───── DATA LISTING

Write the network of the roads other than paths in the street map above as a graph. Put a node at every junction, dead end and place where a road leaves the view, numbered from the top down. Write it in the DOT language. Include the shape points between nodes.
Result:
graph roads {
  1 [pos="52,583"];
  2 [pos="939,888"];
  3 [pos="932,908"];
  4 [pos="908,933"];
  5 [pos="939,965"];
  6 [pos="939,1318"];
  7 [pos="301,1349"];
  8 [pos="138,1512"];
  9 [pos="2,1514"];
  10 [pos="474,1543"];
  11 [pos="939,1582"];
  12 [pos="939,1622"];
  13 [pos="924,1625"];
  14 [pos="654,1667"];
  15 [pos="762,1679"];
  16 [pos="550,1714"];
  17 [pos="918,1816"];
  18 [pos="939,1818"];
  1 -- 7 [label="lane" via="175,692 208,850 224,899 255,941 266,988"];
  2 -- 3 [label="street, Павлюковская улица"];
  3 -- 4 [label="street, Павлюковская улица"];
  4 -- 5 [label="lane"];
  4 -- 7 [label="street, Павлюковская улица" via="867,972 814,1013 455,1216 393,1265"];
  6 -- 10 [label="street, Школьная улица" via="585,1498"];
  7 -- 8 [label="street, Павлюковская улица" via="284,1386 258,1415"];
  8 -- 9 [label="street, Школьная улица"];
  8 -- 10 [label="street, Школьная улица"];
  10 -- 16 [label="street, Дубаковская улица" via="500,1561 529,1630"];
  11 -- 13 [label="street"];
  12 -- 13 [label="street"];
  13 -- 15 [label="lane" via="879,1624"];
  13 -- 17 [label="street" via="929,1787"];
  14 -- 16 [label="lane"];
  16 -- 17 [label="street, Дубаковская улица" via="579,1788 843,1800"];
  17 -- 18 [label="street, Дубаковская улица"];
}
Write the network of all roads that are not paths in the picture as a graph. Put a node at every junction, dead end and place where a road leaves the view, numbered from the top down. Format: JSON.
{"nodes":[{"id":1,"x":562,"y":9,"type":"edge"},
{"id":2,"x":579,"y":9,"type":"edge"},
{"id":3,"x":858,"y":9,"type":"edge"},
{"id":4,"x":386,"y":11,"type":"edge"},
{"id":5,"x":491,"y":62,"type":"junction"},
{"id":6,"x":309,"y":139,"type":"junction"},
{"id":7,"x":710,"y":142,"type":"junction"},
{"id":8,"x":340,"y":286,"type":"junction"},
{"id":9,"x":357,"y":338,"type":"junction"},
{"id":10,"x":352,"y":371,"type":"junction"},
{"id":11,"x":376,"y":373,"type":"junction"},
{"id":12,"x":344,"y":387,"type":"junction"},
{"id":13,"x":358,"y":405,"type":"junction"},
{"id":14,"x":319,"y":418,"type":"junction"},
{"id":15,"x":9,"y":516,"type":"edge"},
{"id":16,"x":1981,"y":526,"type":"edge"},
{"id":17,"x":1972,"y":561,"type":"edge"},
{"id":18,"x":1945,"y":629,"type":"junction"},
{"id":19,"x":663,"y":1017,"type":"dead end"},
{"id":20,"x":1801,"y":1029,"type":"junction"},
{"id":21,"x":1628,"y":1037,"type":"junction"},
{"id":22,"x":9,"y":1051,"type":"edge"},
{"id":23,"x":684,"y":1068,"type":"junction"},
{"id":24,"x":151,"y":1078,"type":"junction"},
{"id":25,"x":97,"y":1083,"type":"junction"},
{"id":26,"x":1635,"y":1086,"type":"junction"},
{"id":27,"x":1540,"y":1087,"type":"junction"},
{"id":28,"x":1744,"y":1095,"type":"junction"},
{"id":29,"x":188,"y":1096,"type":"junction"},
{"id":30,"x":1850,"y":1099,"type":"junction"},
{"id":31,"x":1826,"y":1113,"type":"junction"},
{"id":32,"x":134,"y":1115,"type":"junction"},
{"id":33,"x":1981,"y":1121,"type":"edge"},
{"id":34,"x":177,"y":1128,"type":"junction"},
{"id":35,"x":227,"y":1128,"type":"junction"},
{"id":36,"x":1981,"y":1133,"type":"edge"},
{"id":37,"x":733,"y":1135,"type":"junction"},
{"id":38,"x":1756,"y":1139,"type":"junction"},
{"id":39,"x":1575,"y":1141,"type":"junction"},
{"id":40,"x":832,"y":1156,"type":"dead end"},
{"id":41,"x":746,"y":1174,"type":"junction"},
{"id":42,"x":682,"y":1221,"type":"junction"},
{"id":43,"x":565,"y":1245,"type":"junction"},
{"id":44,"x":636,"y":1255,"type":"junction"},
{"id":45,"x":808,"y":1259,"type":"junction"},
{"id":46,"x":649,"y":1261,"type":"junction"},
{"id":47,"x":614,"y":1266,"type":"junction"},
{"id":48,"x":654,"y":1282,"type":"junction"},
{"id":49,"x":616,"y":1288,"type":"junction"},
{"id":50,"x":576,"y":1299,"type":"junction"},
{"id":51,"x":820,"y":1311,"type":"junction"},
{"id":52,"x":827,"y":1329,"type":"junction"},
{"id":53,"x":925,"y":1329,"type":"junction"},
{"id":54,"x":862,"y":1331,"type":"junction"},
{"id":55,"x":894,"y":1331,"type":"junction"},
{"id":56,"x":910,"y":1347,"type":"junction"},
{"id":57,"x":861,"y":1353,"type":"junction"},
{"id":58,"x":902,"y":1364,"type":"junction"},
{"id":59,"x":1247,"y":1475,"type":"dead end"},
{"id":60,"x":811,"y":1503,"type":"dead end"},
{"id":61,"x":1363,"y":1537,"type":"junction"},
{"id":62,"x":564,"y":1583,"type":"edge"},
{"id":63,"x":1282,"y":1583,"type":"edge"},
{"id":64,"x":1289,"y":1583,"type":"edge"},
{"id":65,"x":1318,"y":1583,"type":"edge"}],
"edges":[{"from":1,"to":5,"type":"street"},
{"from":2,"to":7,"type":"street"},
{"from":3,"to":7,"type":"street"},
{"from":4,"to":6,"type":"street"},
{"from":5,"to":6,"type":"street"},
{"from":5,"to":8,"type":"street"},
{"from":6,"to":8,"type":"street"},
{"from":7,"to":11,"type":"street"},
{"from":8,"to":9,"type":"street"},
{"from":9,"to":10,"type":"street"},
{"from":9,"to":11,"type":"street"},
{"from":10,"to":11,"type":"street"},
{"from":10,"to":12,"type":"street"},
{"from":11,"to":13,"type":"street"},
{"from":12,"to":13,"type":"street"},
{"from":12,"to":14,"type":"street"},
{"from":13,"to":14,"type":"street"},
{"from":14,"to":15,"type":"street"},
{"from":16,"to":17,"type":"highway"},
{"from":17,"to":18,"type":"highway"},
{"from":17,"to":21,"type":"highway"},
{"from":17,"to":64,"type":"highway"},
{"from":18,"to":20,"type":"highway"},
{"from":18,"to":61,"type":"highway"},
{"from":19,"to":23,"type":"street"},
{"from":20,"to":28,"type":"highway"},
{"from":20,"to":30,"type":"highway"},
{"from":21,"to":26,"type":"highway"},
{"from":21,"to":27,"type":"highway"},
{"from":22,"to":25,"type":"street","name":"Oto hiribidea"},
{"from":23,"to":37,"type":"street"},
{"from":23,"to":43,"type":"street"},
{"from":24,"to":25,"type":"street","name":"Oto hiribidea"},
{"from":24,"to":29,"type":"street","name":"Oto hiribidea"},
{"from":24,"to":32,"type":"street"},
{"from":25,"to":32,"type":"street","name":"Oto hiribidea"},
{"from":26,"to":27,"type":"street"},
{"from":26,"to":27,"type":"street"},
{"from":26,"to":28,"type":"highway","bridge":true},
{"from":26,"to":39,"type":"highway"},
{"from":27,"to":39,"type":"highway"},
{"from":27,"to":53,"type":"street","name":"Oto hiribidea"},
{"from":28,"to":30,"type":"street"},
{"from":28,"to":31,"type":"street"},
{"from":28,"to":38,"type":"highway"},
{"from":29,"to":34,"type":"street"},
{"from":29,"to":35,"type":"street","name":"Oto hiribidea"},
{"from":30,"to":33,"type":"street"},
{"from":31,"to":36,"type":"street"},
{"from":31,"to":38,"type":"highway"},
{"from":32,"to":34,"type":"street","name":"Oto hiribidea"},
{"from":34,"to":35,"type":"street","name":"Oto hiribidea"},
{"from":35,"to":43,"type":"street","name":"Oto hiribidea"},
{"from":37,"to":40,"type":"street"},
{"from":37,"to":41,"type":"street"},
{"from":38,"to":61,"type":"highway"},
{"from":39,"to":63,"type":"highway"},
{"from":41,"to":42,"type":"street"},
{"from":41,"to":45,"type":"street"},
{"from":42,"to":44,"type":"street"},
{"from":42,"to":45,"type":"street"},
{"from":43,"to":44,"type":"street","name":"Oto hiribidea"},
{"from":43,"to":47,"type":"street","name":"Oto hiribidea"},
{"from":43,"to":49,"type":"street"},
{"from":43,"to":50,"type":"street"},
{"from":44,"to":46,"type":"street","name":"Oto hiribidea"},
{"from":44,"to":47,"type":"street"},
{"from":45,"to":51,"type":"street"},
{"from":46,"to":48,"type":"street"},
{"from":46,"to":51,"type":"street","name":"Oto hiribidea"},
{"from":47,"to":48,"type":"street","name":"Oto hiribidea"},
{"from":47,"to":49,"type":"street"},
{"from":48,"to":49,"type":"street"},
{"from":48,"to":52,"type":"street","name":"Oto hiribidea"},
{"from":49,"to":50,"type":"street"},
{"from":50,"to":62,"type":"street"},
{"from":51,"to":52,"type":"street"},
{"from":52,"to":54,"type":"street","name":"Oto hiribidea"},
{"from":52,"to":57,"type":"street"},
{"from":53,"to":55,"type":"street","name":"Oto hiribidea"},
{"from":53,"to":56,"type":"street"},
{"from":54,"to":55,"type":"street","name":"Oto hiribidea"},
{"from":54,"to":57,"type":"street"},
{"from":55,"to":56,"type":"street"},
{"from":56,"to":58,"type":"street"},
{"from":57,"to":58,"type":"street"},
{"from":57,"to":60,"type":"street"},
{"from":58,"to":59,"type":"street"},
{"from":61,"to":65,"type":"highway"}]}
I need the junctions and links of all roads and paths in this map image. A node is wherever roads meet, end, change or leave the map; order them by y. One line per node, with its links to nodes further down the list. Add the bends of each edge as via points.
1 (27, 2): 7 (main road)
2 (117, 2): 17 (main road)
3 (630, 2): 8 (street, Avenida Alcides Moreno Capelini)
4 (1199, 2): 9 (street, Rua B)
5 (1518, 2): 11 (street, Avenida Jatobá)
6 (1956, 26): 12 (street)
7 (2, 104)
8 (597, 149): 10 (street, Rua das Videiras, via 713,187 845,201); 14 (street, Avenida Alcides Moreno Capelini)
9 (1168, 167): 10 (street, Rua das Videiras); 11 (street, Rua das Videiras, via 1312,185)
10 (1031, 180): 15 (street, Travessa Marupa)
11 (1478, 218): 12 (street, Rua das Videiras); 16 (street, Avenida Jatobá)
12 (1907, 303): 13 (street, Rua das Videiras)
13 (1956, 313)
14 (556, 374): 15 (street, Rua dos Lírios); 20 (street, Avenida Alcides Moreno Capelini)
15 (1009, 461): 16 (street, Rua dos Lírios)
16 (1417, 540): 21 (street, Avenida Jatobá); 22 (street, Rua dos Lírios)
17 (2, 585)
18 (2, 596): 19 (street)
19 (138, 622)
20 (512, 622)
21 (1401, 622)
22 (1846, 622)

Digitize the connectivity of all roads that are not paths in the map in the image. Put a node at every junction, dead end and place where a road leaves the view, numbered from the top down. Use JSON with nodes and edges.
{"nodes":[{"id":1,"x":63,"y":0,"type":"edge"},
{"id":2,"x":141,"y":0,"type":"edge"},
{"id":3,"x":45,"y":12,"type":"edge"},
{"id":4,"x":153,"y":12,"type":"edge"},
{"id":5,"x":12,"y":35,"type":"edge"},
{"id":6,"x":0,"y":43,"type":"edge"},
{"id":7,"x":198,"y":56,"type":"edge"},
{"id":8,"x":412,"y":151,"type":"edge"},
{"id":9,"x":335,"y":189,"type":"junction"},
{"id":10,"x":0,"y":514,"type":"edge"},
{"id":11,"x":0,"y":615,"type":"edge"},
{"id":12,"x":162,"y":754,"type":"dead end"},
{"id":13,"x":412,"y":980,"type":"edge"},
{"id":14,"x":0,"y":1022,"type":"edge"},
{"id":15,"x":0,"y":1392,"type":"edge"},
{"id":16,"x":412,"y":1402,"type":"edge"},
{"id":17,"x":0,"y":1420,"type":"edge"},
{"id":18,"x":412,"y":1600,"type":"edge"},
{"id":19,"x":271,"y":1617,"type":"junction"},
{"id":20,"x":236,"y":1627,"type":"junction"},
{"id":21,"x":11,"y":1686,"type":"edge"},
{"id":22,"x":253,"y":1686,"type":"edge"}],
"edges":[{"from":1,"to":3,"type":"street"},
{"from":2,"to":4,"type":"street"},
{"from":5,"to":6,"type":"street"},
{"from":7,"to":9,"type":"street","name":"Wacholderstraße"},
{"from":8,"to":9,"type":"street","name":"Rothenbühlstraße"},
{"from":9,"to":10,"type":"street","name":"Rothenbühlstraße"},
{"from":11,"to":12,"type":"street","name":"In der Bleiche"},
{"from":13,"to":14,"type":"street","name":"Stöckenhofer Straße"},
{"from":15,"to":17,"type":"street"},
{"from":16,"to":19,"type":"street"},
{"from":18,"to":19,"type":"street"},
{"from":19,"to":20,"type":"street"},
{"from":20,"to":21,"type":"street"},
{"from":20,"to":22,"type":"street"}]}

──────────

§ **WORK ORDER**:
Working from the entries above, filter out every line that lacks "points" and copy what remains.

§ **RESPONSE BELOW**:
Write the network of the roads other than paths in the street map above as a graph. Put a node at every junction, dead end and place where a road leaves the view, numbered from the top down. Write it in the DOT language. Include the shape points between nodes.
I need the junctions and links of all roads and paths in this map image. A node is wherever roads meet, end, change or leave the map; order them by y. One line per node, with its links to nodes further down the list. Add the bends of each edge as via points.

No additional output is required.